Impersonation is a way to programmatically log on as a user who is different from the actual physical user. In the context of CMS, there are a few reasons why you might want to implement this feature. For example, let's suppose that the current user is an author and you would like to give them the ability to create a channel. The only sure way to provide them with this functionality is to make them a channel manager or an administrator. Obviously, this route is not always the best one and it tends to be unilateral yes, you've given them the ability to create channels, but you've also provided them with certain authority over security, channel properties, and content approval. This is not ideal. So, the real answer to the problem is impersonation.

Essentially, it is possible to programmatically and temporarily log on as a generic, impersonated user with certain rights in this case as either an administrator or a channel manager perform the operation you need to perform, and log that generic user out.

The first step is defining what functionality you would like to expose. Building off of the example we provided earlier, let's suppose that BOTS Consulting wants to give their editors the ability to create new channels in the Knowledge section so that it's possible for editors to create new classifications of "knowledge" as the firm changes over time. Since editors don't inherently have this ability, you'll first need to create a user ID under which this operation can be performed. In this example, we've created a generic user called IMPCHANNELADMIN. This user is defined as a channel manager in the Knowledge section.

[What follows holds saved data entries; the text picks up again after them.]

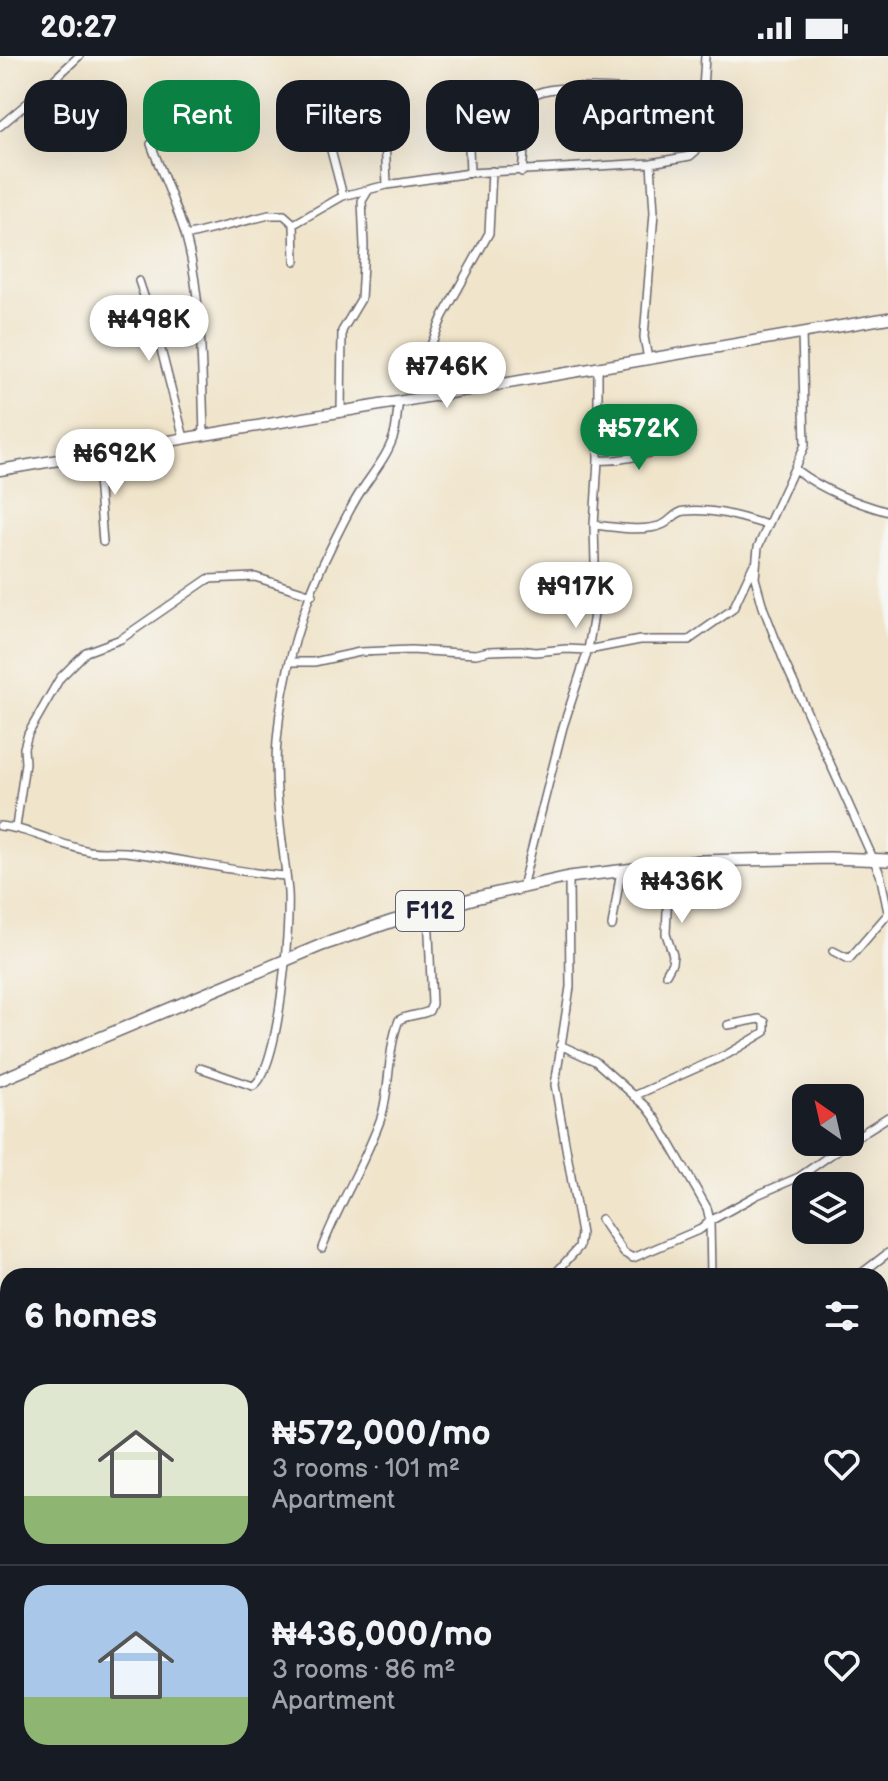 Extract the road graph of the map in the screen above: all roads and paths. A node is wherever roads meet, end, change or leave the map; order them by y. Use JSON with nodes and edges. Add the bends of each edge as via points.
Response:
{"nodes":[{"id":1,"x":79,"y":56,"type":"edge"},
{"id":2,"x":705,"y":56,"type":"edge"},
{"id":3,"x":555,"y":90,"type":"edge"},
{"id":4,"x":0,"y":126,"type":"edge"},
{"id":5,"x":154,"y":152,"type":"edge"},
{"id":6,"x":331,"y":152,"type":"edge"},
{"id":7,"x":386,"y":152,"type":"edge"},
{"id":8,"x":469,"y":152,"type":"edge"},
{"id":9,"x":651,"y":163,"type":"junction"},
{"id":10,"x":492,"y":171,"type":"junction"},
{"id":11,"x":522,"y":172,"type":"junction"},
{"id":12,"x":470,"y":173,"type":"junction"},
{"id":13,"x":387,"y":185,"type":"junction"},
{"id":14,"x":368,"y":191,"type":"junction"},
{"id":15,"x":343,"y":196,"type":"junction"},
{"id":16,"x":294,"y":224,"type":"junction"},
{"id":17,"x":186,"y":236,"type":"junction"},
{"id":18,"x":295,"y":261,"type":"dead end"},
{"id":19,"x":139,"y":281,"type":"dead end"},
{"id":20,"x":888,"y":318,"type":"edge"},
{"id":21,"x":802,"y":333,"type":"junction"},
{"id":22,"x":648,"y":359,"type":"junction"},
{"id":23,"x":598,"y":367,"type":"junction"},
{"id":24,"x":426,"y":397,"type":"junction"},
{"id":25,"x":399,"y":401,"type":"junction"},
{"id":26,"x":341,"y":411,"type":"junction"},
{"id":27,"x":204,"y":435,"type":"junction"},
{"id":28,"x":184,"y":438,"type":"junction"},
{"id":29,"x":677,"y":445,"type":"dead end"},
{"id":30,"x":96,"y":453,"type":"junction"},
{"id":31,"x":598,"y":460,"type":"junction"},
{"id":32,"x":0,"y":470,"type":"edge"},
{"id":33,"x":796,"y":470,"type":"junction"},
{"id":34,"x":888,"y":512,"type":"edge"},
{"id":35,"x":594,"y":525,"type":"junction"},
{"id":36,"x":767,"y":525,"type":"junction"},
{"id":37,"x":103,"y":542,"type":"dead end"},
{"id":38,"x":755,"y":561,"type":"junction"},
{"id":39,"x":312,"y":595,"type":"junction"},
{"id":40,"x":588,"y":650,"type":"junction"},
{"id":41,"x":292,"y":662,"type":"junction"},
{"id":42,"x":0,"y":826,"type":"edge"},
{"id":43,"x":16,"y":827,"type":"junction"},
{"id":44,"x":874,"y":860,"type":"junction"},
{"id":45,"x":888,"y":860,"type":"edge"},
{"id":46,"x":669,"y":865,"type":"junction"},
{"id":47,"x":621,"y":870,"type":"junction"},
{"id":48,"x":285,"y":876,"type":"junction"},
{"id":49,"x":569,"y":877,"type":"junction"},
{"id":50,"x":522,"y":887,"type":"junction"},
{"id":51,"x":428,"y":911,"type":"junction"},
{"id":52,"x":888,"y":913,"type":"edge"},
{"id":53,"x":612,"y":926,"type":"dead end"},
{"id":54,"x":833,"y":951,"type":"dead end"},
{"id":55,"x":284,"y":960,"type":"junction"},
{"id":56,"x":666,"y":974,"type":"dead end"},
{"id":57,"x":728,"y":1025,"type":"dead end"},
{"id":58,"x":560,"y":1045,"type":"junction"},
{"id":59,"x":200,"y":1068,"type":"dead end"},
{"id":60,"x":0,"y":1080,"type":"edge"},
{"id":61,"x":634,"y":1096,"type":"junction"},
{"id":62,"x":888,"y":1117,"type":"edge"},
{"id":63,"x":864,"y":1133,"type":"edge"},
{"id":64,"x":830,"y":1156,"type":"edge"},
{"id":65,"x":601,"y":1219,"type":"dead end"},
{"id":66,"x":710,"y":1221,"type":"junction"},
{"id":67,"x":322,"y":1248,"type":"dead end"},
{"id":68,"x":888,"y":1253,"type":"edge"},
{"id":69,"x":560,"y":1268,"type":"edge"},
{"id":70,"x":711,"y":1268,"type":"edge"},
{"id":71,"x":868,"y":1268,"type":"edge"}],
"edges":[{"from":1,"to":4,"type":"street"},
{"from":2,"to":9,"type":"street","via":[[704,116],[697,150]]},
{"from":3,"to":11,"type":"street","via":[[535,94],[528,110]]},
{"from":5,"to":17,"type":"street"},
{"from":6,"to":15,"type":"street"},
{"from":7,"to":13,"type":"street"},
{"from":8,"to":12,"type":"street"},
{"from":9,"to":11,"type":"street"},
{"from":9,"to":22,"type":"street","via":[[654,213],[644,337]]},
{"from":10,"to":11,"type":"street"},
{"from":10,"to":12,"type":"street"},
{"from":10,"to":24,"type":"street","via":[[489,233],[431,345]]},
{"from":12,"to":13,"type":"street"},
{"from":13,"to":14,"type":"street"},
{"from":14,"to":15,"type":"street"},
{"from":14,"to":26,"type":"street","via":[[362,201],[361,299],[342,331]]},
{"from":15,"to":16,"type":"street"},
{"from":16,"to":17,"type":"street","via":[[284,215],[269,215]]},
{"from":16,"to":18,"type":"street"},
{"from":17,"to":27,"type":"street"},
{"from":19,"to":28,"type":"street"},
{"from":20,"to":21,"type":"main road"},
{"from":21,"to":22,"type":"main road"},
{"from":21,"to":33,"type":"street","via":[[805,445]]},
{"from":22,"to":23,"type":"main road"},
{"from":23,"to":24,"type":"main road"},
{"from":23,"to":31,"type":"street"},
{"from":24,"to":25,"type":"main road"},
{"from":25,"to":26,"type":"main road"},
{"from":25,"to":39,"type":"street","via":[[389,448],[331,547]]},
{"from":26,"to":27,"type":"main road"},
{"from":27,"to":28,"type":"main road"},
{"from":28,"to":30,"type":"main road"},
{"from":29,"to":31,"type":"street"},
{"from":30,"to":32,"type":"main road"},
{"from":30,"to":37,"type":"street"},
{"from":31,"to":35,"type":"street"},
{"from":33,"to":34,"type":"street","via":[[851,501]]},
{"from":33,"to":36,"type":"street"},
{"from":35,"to":36,"type":"street","via":[[651,527],[688,511],[717,512]]},
{"from":35,"to":40,"type":"street","via":[[596,602]]},
{"from":36,"to":38,"type":"street"},
{"from":38,"to":40,"type":"street","via":[[733,609],[692,639],[640,640]]},
{"from":38,"to":44,"type":"street","via":[[755,578],[778,648]]},
{"from":39,"to":41,"type":"street"},
{"from":39,"to":43,"type":"street","via":[[255,577],[208,579],[121,639],[86,652],[60,678],[28,734]]},
{"from":40,"to":41,"type":"street","via":[[360,652]]},
{"from":40,"to":50,"type":"street"},
{"from":41,"to":48,"type":"street","via":[[277,740]]},
{"from":42,"to":43,"type":"street"},
{"from":43,"to":48,"type":"street","via":[[92,852],[126,852]]},
{"from":44,"to":45,"type":"main road","number":"F112"},
{"from":44,"to":46,"type":"main road","number":"F112"},
{"from":44,"to":52,"type":"street"},
{"from":46,"to":47,"type":"main road","number":"F112"},
{"from":46,"to":56,"type":"street","via":[[666,934],[673,955]]},
{"from":47,"to":49,"type":"main road","number":"F112"},
{"from":47,"to":53,"type":"street"},
{"from":48,"to":55,"type":"street"},
{"from":49,"to":50,"type":"main road","number":"F112"},
{"from":49,"to":58,"type":"street","via":[[570,987]]},
{"from":50,"to":51,"type":"main road","number":"F112"},
{"from":51,"to":55,"type":"main road","number":"F112"},
{"from":51,"to":67,"type":"street","via":[[432,1004],[429,1011],[399,1020],[382,1115]]},
{"from":52,"to":54,"type":"street","via":[[852,957]]},
{"from":55,"to":59,"type":"street","via":[[279,1018],[257,1084],[245,1085]]},
{"from":55,"to":60,"type":"main road","number":"F112"},
{"from":57,"to":61,"type":"street","via":[[759,1019],[766,1028],[728,1054]]},
{"from":58,"to":61,"type":"street","via":[[595,1061]]},
{"from":58,"to":69,"type":"street","via":[[556,1101],[581,1234],[579,1247]]},
{"from":61,"to":66,"type":"street","via":[[656,1119]]},
{"from":62,"to":63,"type":"street"},
{"from":64,"to":66,"type":"street"},
{"from":65,"to":66,"type":"street","via":[[633,1258]]},
{"from":66,"to":70,"type":"street"},
{"from":68,"to":71,"type":"street"}]}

NOTE: You could also create an administrator-level account, but since the requirement was specific to the Knowledge section, we didn't want to give the impersonated user too much power. The choice is up to you.

The next step is to create an interface that allows the editor to provide the channel properties for the new channel (see Figure 36-3). In this example, you need to create a form that allows the editor to enter the name and display name for the new channel.

Figure 36-3. Sample interface for a channel creation tool


Once the interface is defined, you need to add the code to support the operation. In this case, the form will allow the user to enter the properties and, on postback, log on as the generic administrator, create the channel, and return a success or failure message. In Listing 36-2 you will see a rough sample of how to create the impersonation logic.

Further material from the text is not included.